One Piece is an incredibly long and complex show, even when you remove the fillers. Therefore, it can be hard to jump into the series if you’ve never seen it before. To avoid wasting your time with unnecessary episodes, it’s best to follow a few simple steps. First, ensure you’re watching the “Unaltered” version of the show. Next, make sure you’re watching the “Uncut” version of the show. With these two things in mind, you’re ready to start watching One Piece without the fillers.
Q: Should I watch the Unaltered or Uncut version of One Piece?
A: Going by the current status of One Piece, the “Unaltered” version is preferred.
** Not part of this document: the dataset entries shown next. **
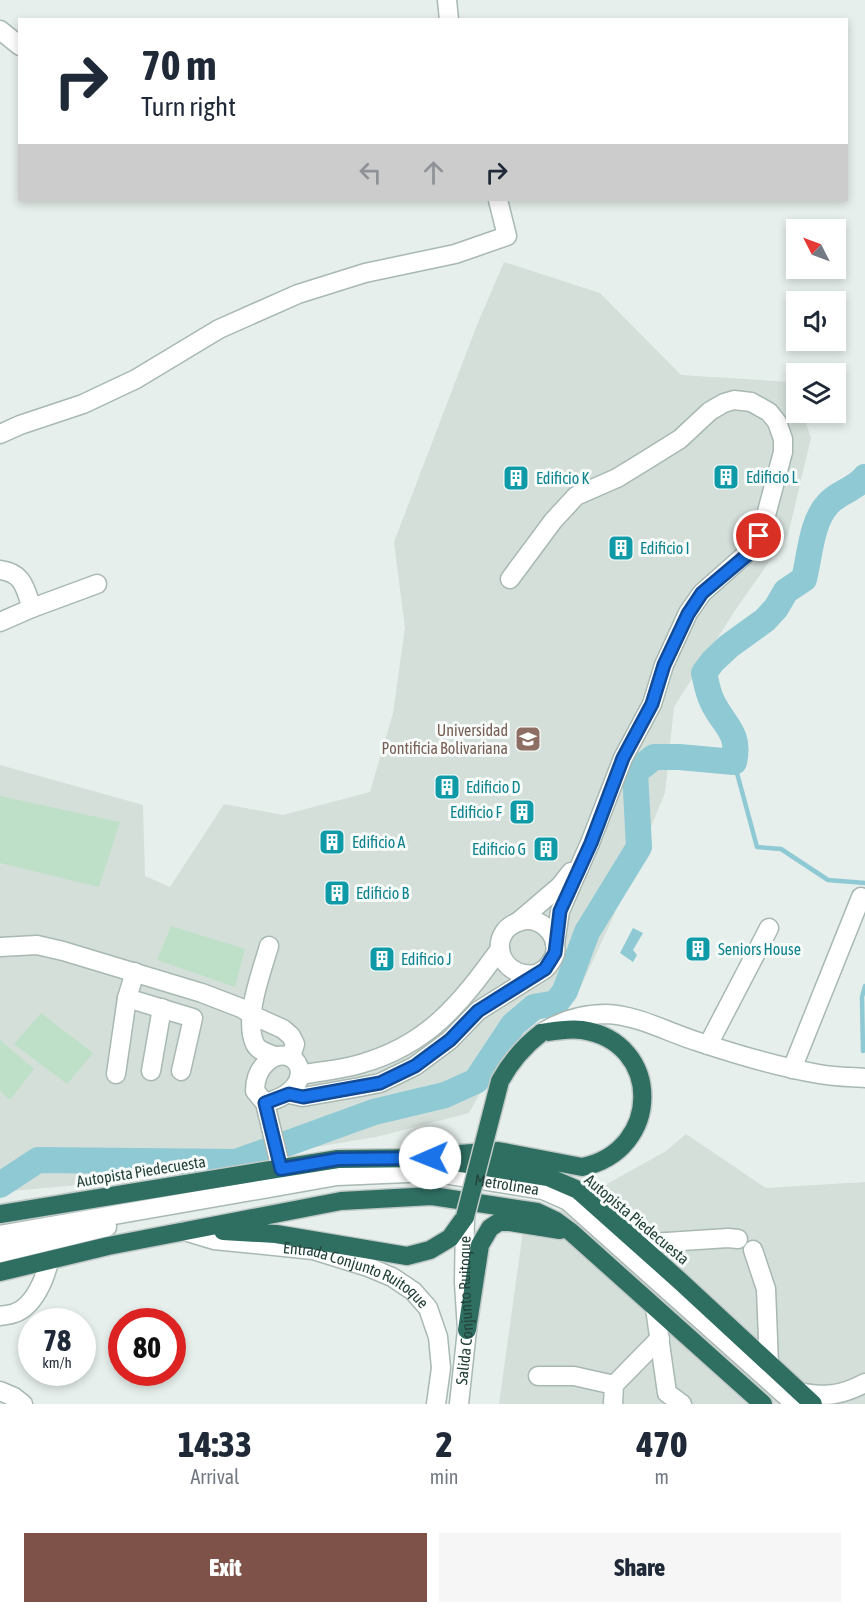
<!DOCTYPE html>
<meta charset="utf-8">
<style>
body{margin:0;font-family:"Asap Condensed",sans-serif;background:#f6f6f7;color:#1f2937;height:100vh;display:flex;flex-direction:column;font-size:22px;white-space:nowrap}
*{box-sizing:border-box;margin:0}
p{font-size:20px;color:#747a83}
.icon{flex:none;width:33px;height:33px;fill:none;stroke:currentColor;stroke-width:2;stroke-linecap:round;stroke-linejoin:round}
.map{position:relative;height:1404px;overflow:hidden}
.sheet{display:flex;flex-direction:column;background:#fff;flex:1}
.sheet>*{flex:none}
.top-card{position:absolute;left:18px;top:18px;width:830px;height:183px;border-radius:0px;box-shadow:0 3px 9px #0003;background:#fff;color:#1f2937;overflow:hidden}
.needle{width:39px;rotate:312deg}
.buttons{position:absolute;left:786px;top:219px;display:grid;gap:12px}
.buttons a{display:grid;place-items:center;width:60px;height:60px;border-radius:0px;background:#fff;box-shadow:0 3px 9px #0003;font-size:30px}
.speed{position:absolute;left:18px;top:1308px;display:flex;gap:12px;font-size:30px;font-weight:700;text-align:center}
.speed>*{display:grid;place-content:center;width:78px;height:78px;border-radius:50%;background:#fff;box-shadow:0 3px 9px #0003;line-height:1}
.speed small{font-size:15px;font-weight:400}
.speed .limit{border:9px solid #d22;background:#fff;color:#111}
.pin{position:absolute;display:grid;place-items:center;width:51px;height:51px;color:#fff;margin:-26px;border:3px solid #fff;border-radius:50%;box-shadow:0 2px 6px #0007}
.me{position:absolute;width:66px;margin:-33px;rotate:269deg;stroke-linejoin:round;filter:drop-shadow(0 0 4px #0008)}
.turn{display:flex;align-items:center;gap:21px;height:126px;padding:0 24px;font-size:27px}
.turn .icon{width:78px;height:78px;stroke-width:2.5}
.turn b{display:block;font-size:42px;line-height:51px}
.lanes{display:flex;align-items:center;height:57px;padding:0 24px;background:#0003;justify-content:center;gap:30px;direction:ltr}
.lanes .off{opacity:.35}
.eta{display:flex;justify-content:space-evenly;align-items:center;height:102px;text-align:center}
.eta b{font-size:36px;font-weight:800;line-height:42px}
.action{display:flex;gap:12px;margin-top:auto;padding:12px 24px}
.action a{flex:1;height:69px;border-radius:0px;background:#7f5249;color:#fff;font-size:24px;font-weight:800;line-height:69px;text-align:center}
.action a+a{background:#f6f6f7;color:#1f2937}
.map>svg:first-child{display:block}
</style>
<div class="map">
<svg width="865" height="1404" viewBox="0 0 865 1404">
<rect width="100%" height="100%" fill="#e6efeb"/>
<!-- built -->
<path fill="#d4dfda" d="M504 262 600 293 681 375 791 382 796 398V412L802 413 811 438 788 535 736 609 674 707 665 793 611 922 575 999 535 1023 516 1039 500 1058 469 1113 376 1137 100 1183 0 1192V765L143 805 145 876 170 887 224 804 283 815 370 792 393 713 405 628 394 542 477 325Z
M686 1134 766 1188 865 1182V1404H499L523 1231 666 1151Z"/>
<!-- green -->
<path fill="#bfe0c8" d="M0 796 120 822 99 887 0 863Z
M171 926 245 949 235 987 157 960Z
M41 1013 93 1053 67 1084 14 1044Z
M0 1040 34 1069 10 1100 0 1091Z"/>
<!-- water -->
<path fill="#8ec9d4" d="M633 928 643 933 633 950 637 955 633 962 620 953Z"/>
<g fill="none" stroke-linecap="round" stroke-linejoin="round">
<!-- stream -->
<path stroke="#8ec9d4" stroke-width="4.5" d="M734 762 757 847 781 849 828 880 865 883
M863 1051 862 997 865 986"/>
<!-- river -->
<path stroke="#8ec9d4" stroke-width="26" d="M0 1185 38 1160 236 1162 374 1112 445 1095 476 1081 513 1025 534 1007 556 1003 565 991 587 932 639 847 635 772 654 757H679L734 762C741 732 723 725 712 701 708 693 706 682 704 673L713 661 729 646 765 620 776 608 786 591 804 579C810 556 811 522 828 504 838 492 855 490 865 477"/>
<!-- minor casing -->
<g stroke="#a8b8b2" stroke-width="21">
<g id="minor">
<path d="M447 0 449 20"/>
<path d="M0 30 20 46"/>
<path d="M0 434 20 425 83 404 136 379 219 329 298 294 365 273 455 254 507 236 498 200"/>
<path d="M0 570C24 573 25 589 32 608L0 622"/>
<path d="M510 579 553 521 576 496 617 478 648 459 680 439 710 411 724 403 734 400 751 402 769 412 777 422 783 439V452L765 519 754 547 702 593 688 613 664 665 652 704 623 758 590 843 560 911 555 944"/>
<path d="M32 608 97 584"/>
<path d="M519 921 560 886 571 872"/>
<path d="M269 946C262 971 243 1019 255 1044 258 1051 268 1053 275 1056"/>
<path d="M0 947 37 945 63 951 202 993 241 1008 252 1015 283 1029 291 1036 295 1044 291 1057"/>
<path d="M127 998 193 1018 181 1071"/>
<path d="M545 1031C563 1020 585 1014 606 1014 638 1015 669 1033 699 1042 738 1055 779 1067 819 1074 834 1077 850 1077 865 1078"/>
<path d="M708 1045 769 928"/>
<path d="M792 1069 861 897"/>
<path d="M151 1071 162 1008"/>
<path d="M116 1074 127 998 135 972"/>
<path d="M301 1075C320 1071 340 1070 360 1064 428 1045 460 1004 500 949"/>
<path d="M289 1094 303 1097 360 1087 380 1083 415 1066 450 1040 478 1011 545 969C549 965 553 960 555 954 559 934 540 916 521 921 485 931 498 980 537 974"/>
<path d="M265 1103C325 1087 295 1038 267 1062 258 1070 255 1080 255 1091L265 1103 281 1169"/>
<path id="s1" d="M184 1231 214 1240 313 1250 368 1267 392 1277 413 1291 428 1308 438 1337 441 1368 436 1404"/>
<path id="s2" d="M0 1235 337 1176 431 1172 543 1190 568 1201 795 1404"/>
<path d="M636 1244 728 1238 738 1239"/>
<path d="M753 1250 766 1289 769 1364"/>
<path d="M0 1253 107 1227"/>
<path d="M655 1308 667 1393 682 1404"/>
<path d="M0 1316C5 1315 10 1315 15 1313 34 1306 45 1279 49 1261"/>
<path d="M538 1376H574L614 1385"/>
<path d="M0 1391 14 1397 23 1404"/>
<path d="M799 1392C826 1397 840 1396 865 1383"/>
<path id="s3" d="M459 1404 467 1330 464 1283 465 1217"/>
<path d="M613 1404 614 1385 660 1338"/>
</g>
</g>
<!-- highway casing -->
<g stroke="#c2cac8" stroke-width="21">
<path id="highway" d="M447 1155 498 1151 582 1167C662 1151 663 1042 582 1030 568 1028 554 1031 541 1033
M0 1214 338 1159 430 1158 548 1177 578 1190 680 1281 813 1404
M223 1231 276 1234 407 1256 430 1250 450 1238 465 1217
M0 1272 108 1246 341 1201 432 1196 537 1212 556 1221 571 1232 763 1404
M467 1330 480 1245 490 1228 499 1222H510L560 1230"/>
</g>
<!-- minor -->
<use href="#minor" stroke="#fff" stroke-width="18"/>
<!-- highway -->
<use href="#highway" stroke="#2f6f62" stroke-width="18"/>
<!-- highway-bridge casing -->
<g stroke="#c2cac8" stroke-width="21" stroke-linecap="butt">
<path id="highway-bridge" d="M465 1217 500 1081C511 1061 523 1047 541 1033"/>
</g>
<!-- highway-bridge -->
<use href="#highway-bridge" stroke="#2f6f62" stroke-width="18"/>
</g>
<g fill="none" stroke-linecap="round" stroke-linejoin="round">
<!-- route casing -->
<g stroke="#114b97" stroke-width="15">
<path id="route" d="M430 1158 338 1159 281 1169 265 1103 289 1094 303 1097 380 1083 415 1066 450 1040 478 1011 545 969 555 953 560 911 591 843 623 758 652 704 664 665 688 614 702 593 747 555 754 548 759 536"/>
</g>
<!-- route -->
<use href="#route" stroke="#1a73e8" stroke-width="10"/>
</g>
<!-- icons -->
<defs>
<g id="building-square" transform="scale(1.35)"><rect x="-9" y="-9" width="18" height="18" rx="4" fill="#0f9aa8" stroke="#f7fbf9"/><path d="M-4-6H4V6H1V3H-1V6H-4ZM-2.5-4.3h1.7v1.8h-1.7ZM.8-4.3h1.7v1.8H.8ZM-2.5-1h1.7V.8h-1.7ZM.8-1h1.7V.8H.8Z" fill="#fff"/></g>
<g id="university-square" transform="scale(1.35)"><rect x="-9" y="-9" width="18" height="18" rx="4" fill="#8d6e63" stroke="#f7fbf9"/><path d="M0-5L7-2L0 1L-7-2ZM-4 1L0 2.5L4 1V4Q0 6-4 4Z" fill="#fff"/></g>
</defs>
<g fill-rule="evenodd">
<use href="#building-square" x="726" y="477"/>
<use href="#building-square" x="516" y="478"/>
<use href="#building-square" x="621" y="548"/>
<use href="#university-square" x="528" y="739"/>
<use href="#building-square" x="447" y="787"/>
<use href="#building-square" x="522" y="812"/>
<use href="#building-square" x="332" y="842"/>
<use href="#building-square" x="546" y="849"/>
<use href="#building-square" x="337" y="893"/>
<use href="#building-square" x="698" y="949"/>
<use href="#building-square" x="382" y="959"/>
</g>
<g text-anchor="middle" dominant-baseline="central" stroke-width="6" stroke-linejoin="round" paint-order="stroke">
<!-- culture labels -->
<g font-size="16" fill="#0d838f" stroke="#f7fbf9" text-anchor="start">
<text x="746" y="477">Edificio L</text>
<text x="536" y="478">Edificio K</text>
<text x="640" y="548">Edificio I</text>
<text x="466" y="787">Edificio D</text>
<text x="502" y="812" text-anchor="end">Edificio F</text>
<text x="352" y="842">Edificio A</text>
<text x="526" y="849" text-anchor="end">Edificio G</text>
<text x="356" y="893">Edificio B</text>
<text x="718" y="949">Seniors House</text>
<text x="401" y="959">Edificio J</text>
</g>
<!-- education labels -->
<g font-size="16" fill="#785e54" stroke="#f7fbf9" text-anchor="end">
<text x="508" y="730">Universidad<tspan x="508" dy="18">Pontificia Bolivariana</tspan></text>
</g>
<!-- street labels -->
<g font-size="16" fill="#24423a" stroke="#f7fbf9">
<text transform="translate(141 1171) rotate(-9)">Autopista Piedecuesta</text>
<text stroke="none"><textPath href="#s2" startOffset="513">Metrolínea</textPath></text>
<text transform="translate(637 1219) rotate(40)">Autopista Piedecuesta</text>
<text stroke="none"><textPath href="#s1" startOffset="180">Entrada Conjunto Ruitoque</textPath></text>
<text stroke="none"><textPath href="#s3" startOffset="94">Salida Conjunto Ruitoque</textPath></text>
</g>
</g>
</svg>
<div class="buttons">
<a><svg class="needle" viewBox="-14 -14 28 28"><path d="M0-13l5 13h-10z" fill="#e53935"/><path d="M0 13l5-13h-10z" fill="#747a83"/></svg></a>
<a><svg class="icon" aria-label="sound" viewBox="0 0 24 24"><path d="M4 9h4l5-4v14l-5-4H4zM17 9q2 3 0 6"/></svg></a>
<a><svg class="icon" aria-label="layers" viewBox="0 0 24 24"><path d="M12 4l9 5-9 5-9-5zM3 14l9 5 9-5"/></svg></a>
</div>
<div class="speed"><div>78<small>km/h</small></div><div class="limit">80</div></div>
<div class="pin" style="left:759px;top:536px;background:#d93025"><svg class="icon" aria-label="arrive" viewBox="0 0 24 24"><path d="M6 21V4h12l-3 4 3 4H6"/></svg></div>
<svg class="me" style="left:430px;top:1158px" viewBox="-20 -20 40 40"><circle r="19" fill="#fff"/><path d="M0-13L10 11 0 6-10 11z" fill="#1a73e8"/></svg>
<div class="top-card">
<div class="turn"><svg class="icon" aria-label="right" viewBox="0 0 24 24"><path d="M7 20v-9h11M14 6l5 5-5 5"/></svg><div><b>70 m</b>Turn right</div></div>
<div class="lanes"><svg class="icon off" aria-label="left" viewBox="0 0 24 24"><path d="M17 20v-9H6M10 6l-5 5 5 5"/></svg><svg class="icon off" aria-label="ahead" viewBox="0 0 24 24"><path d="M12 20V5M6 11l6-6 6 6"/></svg><svg class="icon" aria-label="right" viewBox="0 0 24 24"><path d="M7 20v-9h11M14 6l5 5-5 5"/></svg></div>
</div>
</div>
<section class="sheet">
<div class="eta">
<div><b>14:33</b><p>Arrival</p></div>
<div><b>2</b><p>min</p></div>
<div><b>470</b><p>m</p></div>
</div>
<div class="action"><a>Exit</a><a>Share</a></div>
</section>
However, it’s not recommended, as one of Funimation’s license agreements with Toei is to air content precisely as it was initially released. Funimation will refuse to release content without the fillers if one of their partners asks for this. If you know you won’t end up enjoying some episodes that are unaltered or uncut in any way, then please stay away from illegal streaming sites.
Q: Should I keep track of the fillers?
A: No. It’s impossible to keep track of all the filler episodes because hundreds of them exist. Just watch the main story and skip every other episode. As long as you’re following these simple steps, you should be fine.
Q: Should I try watching One Piece English Dub or Japanese Audio?
A: It’s not recommended to watch the English dub of One Piece, but if you do decide to do this, it’s recommended that you only watch the Naruto-centric episodes. The fillers tend to be much worse in the English dub, and the filler episodes are a lot less attractive.